-- ENTRIES SUPPLIED follows --

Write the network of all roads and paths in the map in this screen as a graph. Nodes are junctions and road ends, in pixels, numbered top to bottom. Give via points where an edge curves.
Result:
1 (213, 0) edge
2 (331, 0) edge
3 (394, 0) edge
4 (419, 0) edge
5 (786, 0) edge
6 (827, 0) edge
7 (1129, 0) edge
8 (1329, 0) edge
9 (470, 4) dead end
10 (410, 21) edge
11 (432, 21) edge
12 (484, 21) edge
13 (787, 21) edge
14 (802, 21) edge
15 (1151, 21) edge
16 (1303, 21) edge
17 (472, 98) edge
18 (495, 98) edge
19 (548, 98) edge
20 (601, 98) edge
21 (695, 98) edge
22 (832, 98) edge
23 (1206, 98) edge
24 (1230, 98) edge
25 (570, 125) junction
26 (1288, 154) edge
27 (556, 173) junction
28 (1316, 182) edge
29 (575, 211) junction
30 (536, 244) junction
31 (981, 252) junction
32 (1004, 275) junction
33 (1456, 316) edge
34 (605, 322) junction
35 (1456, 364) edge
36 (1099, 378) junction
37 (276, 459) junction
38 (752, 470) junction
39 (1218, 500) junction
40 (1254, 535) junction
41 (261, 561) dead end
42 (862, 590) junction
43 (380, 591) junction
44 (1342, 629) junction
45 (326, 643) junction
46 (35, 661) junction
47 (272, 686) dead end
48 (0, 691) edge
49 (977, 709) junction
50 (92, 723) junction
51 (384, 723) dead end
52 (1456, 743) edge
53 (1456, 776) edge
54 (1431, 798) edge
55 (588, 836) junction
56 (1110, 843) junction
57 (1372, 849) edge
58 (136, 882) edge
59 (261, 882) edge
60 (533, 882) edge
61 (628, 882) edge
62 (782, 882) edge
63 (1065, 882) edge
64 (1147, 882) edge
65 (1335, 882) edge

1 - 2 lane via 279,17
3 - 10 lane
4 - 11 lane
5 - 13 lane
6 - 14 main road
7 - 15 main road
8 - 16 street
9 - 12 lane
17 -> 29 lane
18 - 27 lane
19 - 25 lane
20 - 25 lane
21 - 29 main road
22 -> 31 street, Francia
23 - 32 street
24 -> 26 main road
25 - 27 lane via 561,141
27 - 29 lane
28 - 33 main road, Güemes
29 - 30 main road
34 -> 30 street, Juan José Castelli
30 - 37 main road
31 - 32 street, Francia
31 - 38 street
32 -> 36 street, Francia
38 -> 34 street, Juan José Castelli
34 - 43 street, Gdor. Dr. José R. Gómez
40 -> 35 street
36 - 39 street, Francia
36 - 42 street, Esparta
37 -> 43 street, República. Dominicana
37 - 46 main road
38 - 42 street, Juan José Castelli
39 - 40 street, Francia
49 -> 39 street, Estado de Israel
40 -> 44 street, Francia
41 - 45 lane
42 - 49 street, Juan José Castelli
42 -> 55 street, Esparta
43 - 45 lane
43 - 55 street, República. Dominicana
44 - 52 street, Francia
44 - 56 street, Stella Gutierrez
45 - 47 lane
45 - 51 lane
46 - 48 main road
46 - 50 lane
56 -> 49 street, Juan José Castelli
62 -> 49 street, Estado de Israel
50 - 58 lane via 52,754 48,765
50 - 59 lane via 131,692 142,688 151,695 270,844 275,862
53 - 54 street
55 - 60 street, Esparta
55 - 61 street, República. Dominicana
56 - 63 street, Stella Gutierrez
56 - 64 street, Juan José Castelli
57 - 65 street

-- ENTRIES SUPPLIED concluded --

Retype all the data, keeping every character the same.

▸ **EXERCISE SOLUTION**:
Write the network of all roads and paths in the map in this screen as a graph. Nodes are junctions and road ends, in pixels, numbered top to bottom. Give via points where an edge curves.
Result:
1 (213, 0) edge
2 (331, 0) edge
3 (394, 0) edge
4 (419, 0) edge
5 (786, 0) edge
6 (827, 0) edge
7 (1129, 0) edge
8 (1329, 0) edge
9 (470, 4) dead end
10 (410, 21) edge
11 (432, 21) edge
12 (484, 21) edge
13 (787, 21) edge
14 (802, 21) edge
15 (1151, 21) edge
16 (1303, 21) edge
17 (472, 98) edge
18 (495, 98) edge
19 (548, 98) edge
20 (601, 98) edge
21 (695, 98) edge
22 (832, 98) edge
23 (1206, 98) edge
24 (1230, 98) edge
25 (570, 125) junction
26 (1288, 154) edge
27 (556, 173) junction
28 (1316, 182) edge
29 (575, 211) junction
30 (536, 244) junction
31 (981, 252) junction
32 (1004, 275) junction
33 (1456, 316) edge
34 (605, 322) junction
35 (1456, 364) edge
36 (1099, 378) junction
37 (276, 459) junction
38 (752, 470) junction
39 (1218, 500) junction
40 (1254, 535) junction
41 (261, 561) dead end
42 (862, 590) junction
43 (380, 591) junction
44 (1342, 629) junction
45 (326, 643) junction
46 (35, 661) junction
47 (272, 686) dead end
48 (0, 691) edge
49 (977, 709) junction
50 (92, 723) junction
51 (384, 723) dead end
52 (1456, 743) edge
53 (1456, 776) edge
54 (1431, 798) edge
55 (588, 836) junction
56 (1110, 843) junction
57 (1372, 849) edge
58 (136, 882) edge
59 (261, 882) edge
60 (533, 882) edge
61 (628, 882) edge
62 (782, 882) edge
63 (1065, 882) edge
64 (1147, 882) edge
65 (1335, 882) edge

1 - 2 lane via 279,17
3 - 10 lane
4 - 11 lane
5 - 13 lane
6 - 14 main road
7 - 15 main road
8 - 16 street
9 - 12 lane
17 -> 29 lane
18 - 27 lane
19 - 25 lane
20 - 25 lane
21 - 29 main road
22 -> 31 street, Francia
23 - 32 street
24 -> 26 main road
25 - 27 lane via 561,141
27 - 29 lane
28 - 33 main road, Güemes
29 - 30 main road
34 -> 30 street, Juan José Castelli
30 - 37 main road
31 - 32 street, Francia
31 - 38 street
32 -> 36 street, Francia
38 -> 34 street, Juan José Castelli
34 - 43 street, Gdor. Dr. José R. Gómez
40 -> 35 street
36 - 39 street, Francia
36 - 42 street, Esparta
37 -> 43 street, República. Dominicana
37 - 46 main road
38 - 42 street, Juan José Castelli
39 - 40 street, Francia
49 -> 39 street, Estado de Israel
40 -> 44 street, Francia
41 - 45 lane
42 - 49 street, Juan José Castelli
42 -> 55 street, Esparta
43 - 45 lane
43 - 55 street, República. Dominicana
44 - 52 street, Francia
44 - 56 street, Stella Gutierrez
45 - 47 lane
45 - 51 lane
46 - 48 main road
46 - 50 lane
56 -> 49 street, Juan José Castelli
62 -> 49 street, Estado de Israel
50 - 58 lane via 52,754 48,765
50 - 59 lane via 131,692 142,688 151,695 270,844 275,862
53 - 54 street
55 - 60 street, Esparta
55 - 61 street, República. Dominicana
56 - 63 street, Stella Gutierrez
56 - 64 street, Juan José Castelli
57 - 65 street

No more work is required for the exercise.